Every line of the listing is returned unchanged, and every picture is dropped.

__________

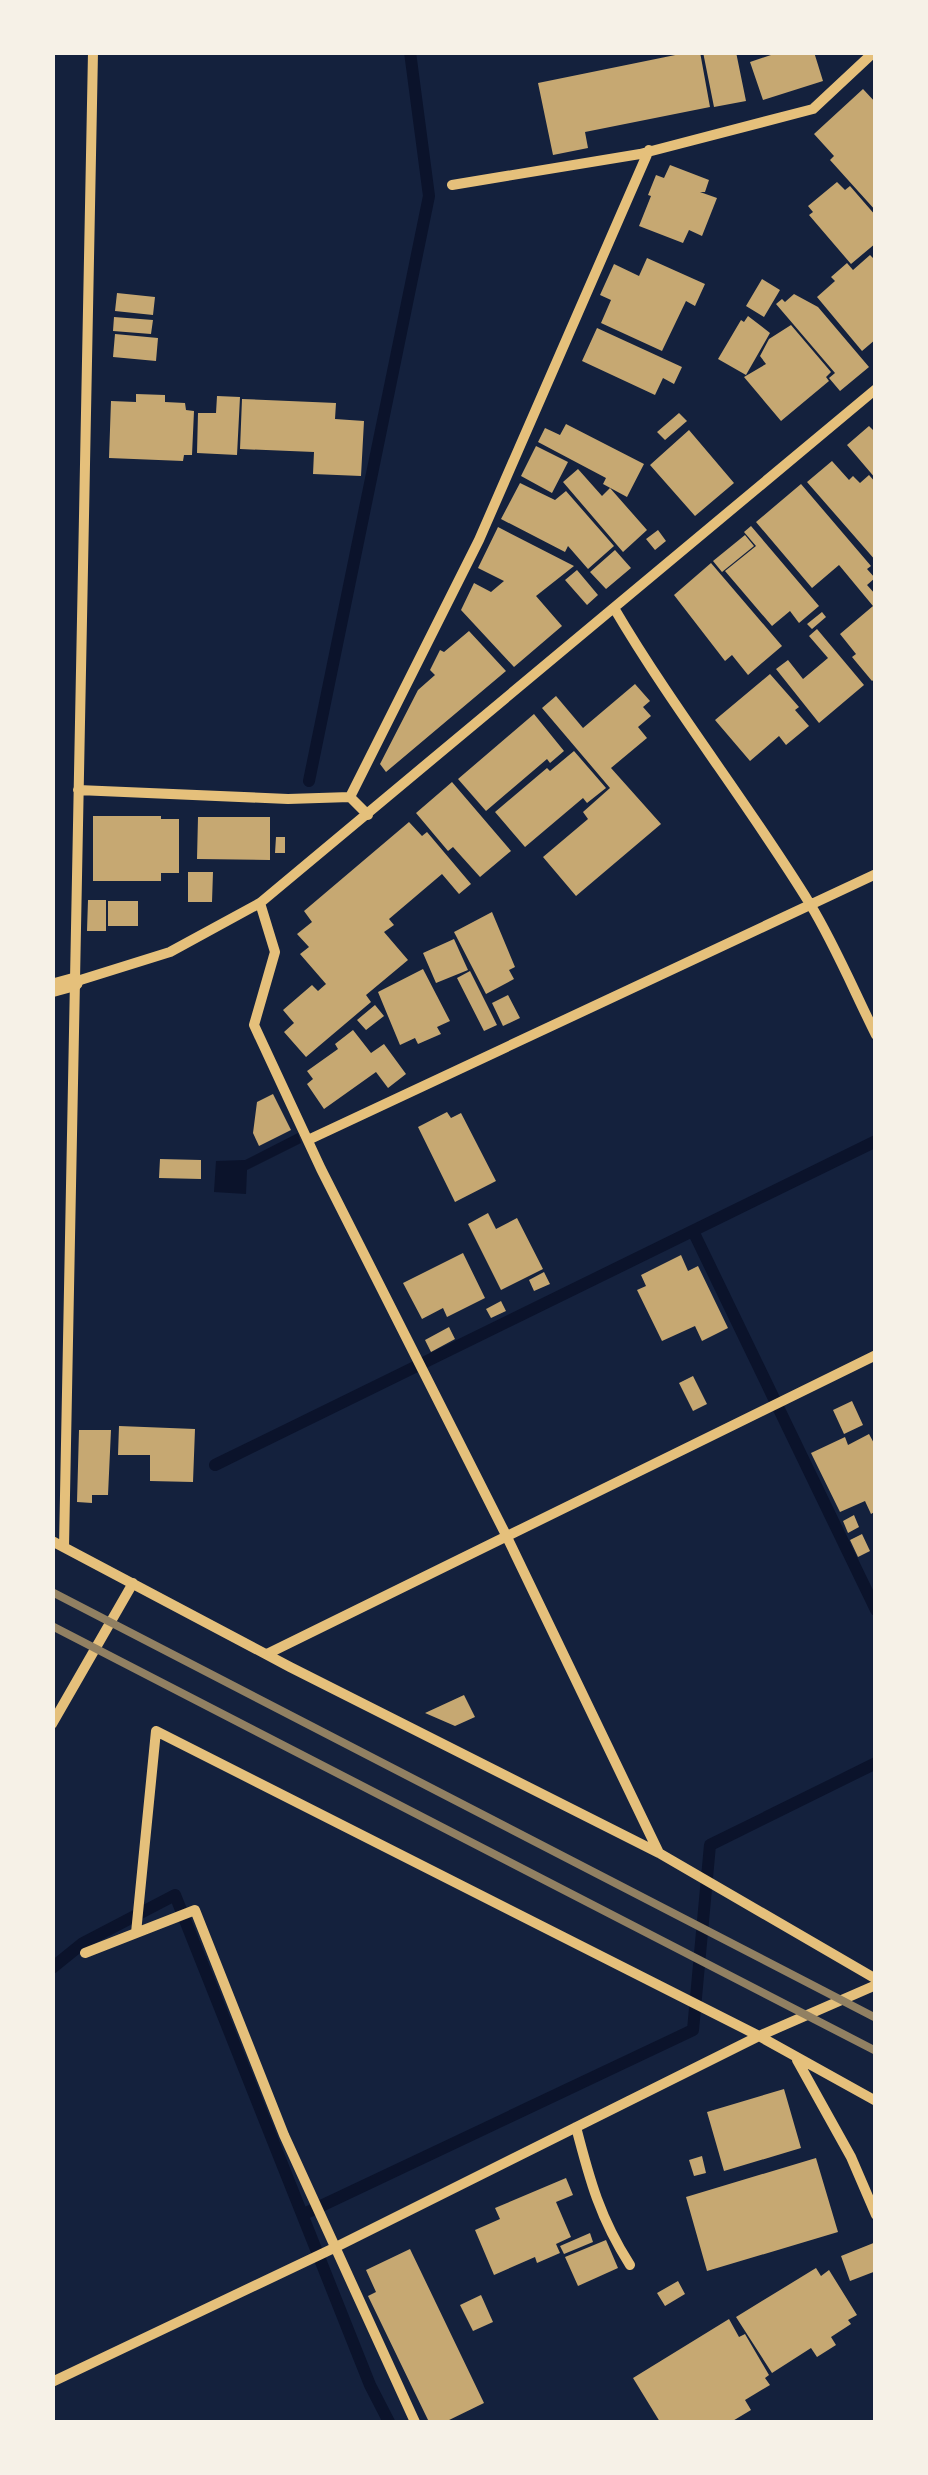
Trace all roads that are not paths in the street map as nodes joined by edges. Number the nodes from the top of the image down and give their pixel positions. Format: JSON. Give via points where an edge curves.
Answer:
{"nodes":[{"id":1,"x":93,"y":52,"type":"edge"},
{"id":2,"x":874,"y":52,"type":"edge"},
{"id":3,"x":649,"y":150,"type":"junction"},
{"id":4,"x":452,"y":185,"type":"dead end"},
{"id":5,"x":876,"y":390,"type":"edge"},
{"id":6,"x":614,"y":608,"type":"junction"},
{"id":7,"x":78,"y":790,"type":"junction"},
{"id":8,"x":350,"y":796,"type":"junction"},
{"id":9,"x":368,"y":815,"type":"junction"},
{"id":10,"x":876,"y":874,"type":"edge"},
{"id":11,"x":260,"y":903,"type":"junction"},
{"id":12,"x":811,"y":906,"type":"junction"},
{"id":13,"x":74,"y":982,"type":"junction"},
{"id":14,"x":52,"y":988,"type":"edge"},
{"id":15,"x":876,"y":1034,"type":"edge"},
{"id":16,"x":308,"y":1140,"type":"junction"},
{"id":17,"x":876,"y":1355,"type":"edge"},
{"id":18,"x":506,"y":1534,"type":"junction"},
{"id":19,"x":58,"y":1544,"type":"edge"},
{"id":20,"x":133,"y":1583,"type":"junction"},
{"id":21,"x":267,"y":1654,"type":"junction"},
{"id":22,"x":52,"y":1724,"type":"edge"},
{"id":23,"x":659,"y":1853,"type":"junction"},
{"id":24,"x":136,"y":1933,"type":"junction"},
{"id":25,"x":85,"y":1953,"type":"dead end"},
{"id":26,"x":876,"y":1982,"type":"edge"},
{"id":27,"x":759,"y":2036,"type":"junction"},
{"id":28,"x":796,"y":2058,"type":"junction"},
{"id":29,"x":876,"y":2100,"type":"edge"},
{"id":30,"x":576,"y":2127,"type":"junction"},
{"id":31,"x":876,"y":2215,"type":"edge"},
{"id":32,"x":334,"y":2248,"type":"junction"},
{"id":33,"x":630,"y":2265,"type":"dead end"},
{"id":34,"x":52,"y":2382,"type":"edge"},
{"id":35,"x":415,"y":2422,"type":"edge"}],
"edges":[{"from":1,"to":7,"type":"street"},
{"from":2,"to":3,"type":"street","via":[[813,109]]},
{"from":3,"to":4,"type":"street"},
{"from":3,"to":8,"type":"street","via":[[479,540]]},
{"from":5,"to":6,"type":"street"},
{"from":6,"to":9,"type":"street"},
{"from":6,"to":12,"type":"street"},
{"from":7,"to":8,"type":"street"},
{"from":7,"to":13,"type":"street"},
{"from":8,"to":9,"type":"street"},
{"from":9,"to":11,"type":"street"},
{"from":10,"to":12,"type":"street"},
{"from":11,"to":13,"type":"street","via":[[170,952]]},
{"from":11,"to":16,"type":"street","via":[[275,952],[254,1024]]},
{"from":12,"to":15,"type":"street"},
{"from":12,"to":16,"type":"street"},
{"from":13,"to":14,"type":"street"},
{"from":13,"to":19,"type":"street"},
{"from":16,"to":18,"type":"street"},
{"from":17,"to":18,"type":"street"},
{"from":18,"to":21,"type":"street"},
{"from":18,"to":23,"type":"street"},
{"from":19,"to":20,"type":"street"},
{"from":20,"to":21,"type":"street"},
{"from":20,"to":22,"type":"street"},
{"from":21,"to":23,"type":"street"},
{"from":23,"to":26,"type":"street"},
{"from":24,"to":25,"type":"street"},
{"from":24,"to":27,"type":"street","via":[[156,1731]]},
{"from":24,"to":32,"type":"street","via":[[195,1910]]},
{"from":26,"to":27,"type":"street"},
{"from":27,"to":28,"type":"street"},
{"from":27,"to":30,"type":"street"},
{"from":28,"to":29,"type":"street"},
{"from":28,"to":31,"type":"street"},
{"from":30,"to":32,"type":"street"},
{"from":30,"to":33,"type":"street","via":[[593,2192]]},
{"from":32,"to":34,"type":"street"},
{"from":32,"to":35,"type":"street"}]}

__________

Response to this task >>
Trace all roads that are not paths in the street map as nodes joined by edges. Number the nodes from the top of the image down and give their pixel positions. Format: JSON. Give via points where an edge curves.
Answer:
{"nodes":[{"id":1,"x":93,"y":52,"type":"edge"},
{"id":2,"x":874,"y":52,"type":"edge"},
{"id":3,"x":649,"y":150,"type":"junction"},
{"id":4,"x":452,"y":185,"type":"dead end"},
{"id":5,"x":876,"y":390,"type":"edge"},
{"id":6,"x":614,"y":608,"type":"junction"},
{"id":7,"x":78,"y":790,"type":"junction"},
{"id":8,"x":350,"y":796,"type":"junction"},
{"id":9,"x":368,"y":815,"type":"junction"},
{"id":10,"x":876,"y":874,"type":"edge"},
{"id":11,"x":260,"y":903,"type":"junction"},
{"id":12,"x":811,"y":906,"type":"junction"},
{"id":13,"x":74,"y":982,"type":"junction"},
{"id":14,"x":52,"y":988,"type":"edge"},
{"id":15,"x":876,"y":1034,"type":"edge"},
{"id":16,"x":308,"y":1140,"type":"junction"},
{"id":17,"x":876,"y":1355,"type":"edge"},
{"id":18,"x":506,"y":1534,"type":"junction"},
{"id":19,"x":58,"y":1544,"type":"edge"},
{"id":20,"x":133,"y":1583,"type":"junction"},
{"id":21,"x":267,"y":1654,"type":"junction"},
{"id":22,"x":52,"y":1724,"type":"edge"},
{"id":23,"x":659,"y":1853,"type":"junction"},
{"id":24,"x":136,"y":1933,"type":"junction"},
{"id":25,"x":85,"y":1953,"type":"dead end"},
{"id":26,"x":876,"y":1982,"type":"edge"},
{"id":27,"x":759,"y":2036,"type":"junction"},
{"id":28,"x":796,"y":2058,"type":"junction"},
{"id":29,"x":876,"y":2100,"type":"edge"},
{"id":30,"x":576,"y":2127,"type":"junction"},
{"id":31,"x":876,"y":2215,"type":"edge"},
{"id":32,"x":334,"y":2248,"type":"junction"},
{"id":33,"x":630,"y":2265,"type":"dead end"},
{"id":34,"x":52,"y":2382,"type":"edge"},
{"id":35,"x":415,"y":2422,"type":"edge"}],
"edges":[{"from":1,"to":7,"type":"street"},
{"from":2,"to":3,"type":"street","via":[[813,109]]},
{"from":3,"to":4,"type":"street"},
{"from":3,"to":8,"type":"street","via":[[479,540]]},
{"from":5,"to":6,"type":"street"},
{"from":6,"to":9,"type":"street"},
{"from":6,"to":12,"type":"street"},
{"from":7,"to":8,"type":"street"},
{"from":7,"to":13,"type":"street"},
{"from":8,"to":9,"type":"street"},
{"from":9,"to":11,"type":"street"},
{"from":10,"to":12,"type":"street"},
{"from":11,"to":13,"type":"street","via":[[170,952]]},
{"from":11,"to":16,"type":"street","via":[[275,952],[254,1024]]},
{"from":12,"to":15,"type":"street"},
{"from":12,"to":16,"type":"street"},
{"from":13,"to":14,"type":"street"},
{"from":13,"to":19,"type":"street"},
{"from":16,"to":18,"type":"street"},
{"from":17,"to":18,"type":"street"},
{"from":18,"to":21,"type":"street"},
{"from":18,"to":23,"type":"street"},
{"from":19,"to":20,"type":"street"},
{"from":20,"to":21,"type":"street"},
{"from":20,"to":22,"type":"street"},
{"from":21,"to":23,"type":"street"},
{"from":23,"to":26,"type":"street"},
{"from":24,"to":25,"type":"street"},
{"from":24,"to":27,"type":"street","via":[[156,1731]]},
{"from":24,"to":32,"type":"street","via":[[195,1910]]},
{"from":26,"to":27,"type":"street"},
{"from":27,"to":28,"type":"street"},
{"from":27,"to":30,"type":"street"},
{"from":28,"to":29,"type":"street"},
{"from":28,"to":31,"type":"street"},
{"from":30,"to":32,"type":"street"},
{"from":30,"to":33,"type":"street","via":[[593,2192]]},
{"from":32,"to":34,"type":"street"},
{"from":32,"to":35,"type":"street"}]}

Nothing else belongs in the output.